A few candidates, however, visibly buck this trend. Jess Philips and Richard Gadsden, Labour and Lib Dem candidates respectively, have each sent more replies then they have original Tweets, sharing in-jokes, piling into chains of conversation and generally just chatting to people. Gadsden has Tweeted about ‘The Campbellian Monomyth’ (no, me neither), and tells people how tired he is of the current campaign; Philips has swapped opinions on Eurovision contestants and regularly insults those trying to troll her. This kind of public engagement is far from careful messaging sanctioned by party HQ’s – neither candidate tends to use ‘official’ hashtags (#labour, #libdemfightback etc) in conversation, suggesting they’re using Twitter to interact, rather than to solely hammer home the party line. It also offers voters a window into what these politicians are like as people.

A number of candidates – Kevin McNamara and Will Quince, of the Liberal Democrats and the Conservatives are examples – also spend time debating and defending policies with other Twitter users. The resulting threads of replies allow candidates to advertise and defend their personal positions, but also create, in the process, a piecemeal public record of their views on the intricacies of taxation and their preference for Brexit. Furthermore, this record is likely to be permanent. It is very difficult to know that anything has been truly deleted on social media, especially if you’re a public figure, vying for a seat in parliament.

The scatter of voices in the graph above contains a number of politicians using social media in a rather traditional way – as a means of getting a simple message (“Vote for me!”) seen by as many eyes as possible. Notable here is Dr Teck Khong, a recent convert to UKIP from the Conservatives, who mixes more conversational posts with frequent near-identical messages thanking people for contacting him and asking for their vote; the social media equivalent to sticking flyers through people’s doors, or calling supporters up to confirm their enthusiasm. This tactic isn’t the only noteworthy aspect of Dr. Khong’s online strategy: as a Conservative councillor in 2016, he is reported to have ‘liked’ a number of posts containing anti-Islamic slurs, including one Tweet calling Islam an ‘evil’ religion.
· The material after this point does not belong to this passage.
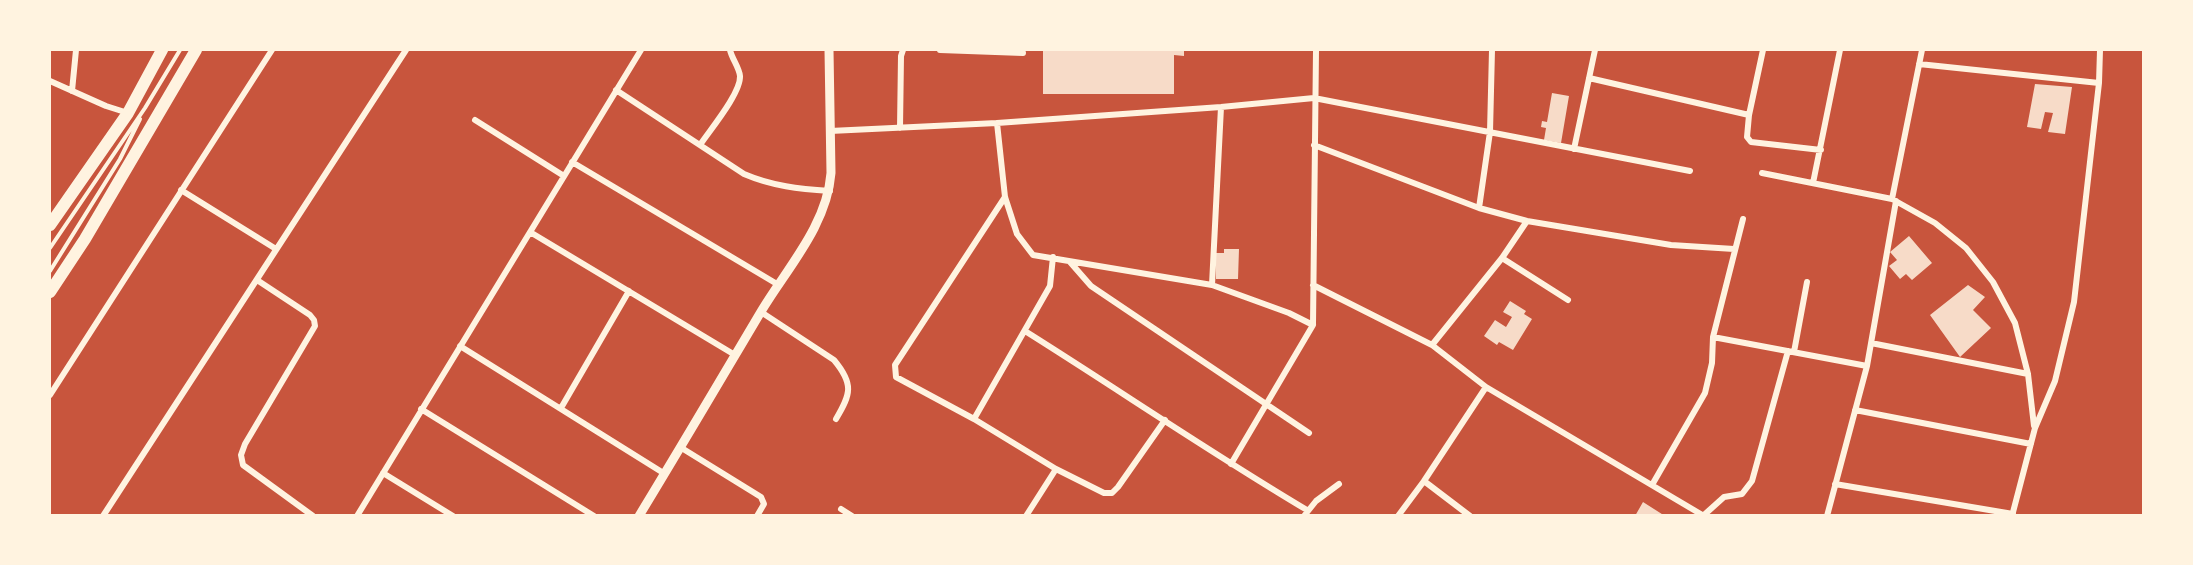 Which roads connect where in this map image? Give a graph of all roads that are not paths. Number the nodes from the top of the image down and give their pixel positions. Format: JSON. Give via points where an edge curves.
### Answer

The majority of candidates, however, seem far less keen on Twitter as a platform for public engagement. Only a quarter of candidates send more than one reply a day, and 164 candidates have sent no replies whatsoever, though a third of these Tweet at least daily. Again, there are a range of possible explanations for this, from an understandable reluctance to invite abuse to a simple disinterest in Tweeting.  Party seniority may also have something to do with a reluctance to  a publicly engage – Tim Farron, who the field in replying in 2015, has maintained a notably quieter profile as his party’s leader during the current campaign. Some politicians, or their PR teams, seem to be playing a very careful game.

It is difficult to know how these tactics will affect the arcane arithmetic involved in winning seats. To equate social media alone to likely vote share is to flirt with nonsense; even amongst the technophile demographic there are too many confounding factors involved. What the above does tell us, however, is that some politicians have grasped the potential for platforms like Twitter to allow them to get themselves across to those they want to represent – not only to listen to people, but to converse with them, to share jokes, trade insults, even debate policy. For a minority of the candidates in this year’s election, and the Twitter public deciding whether to vote for them, social media is starting to fulfil it’s promise of a new, more engaged, much chattier politics.

Correction: This article was amended on 6th June 2017 to clarify that Kevin McNamara is a Liberal Democrat rather than SNP candidate.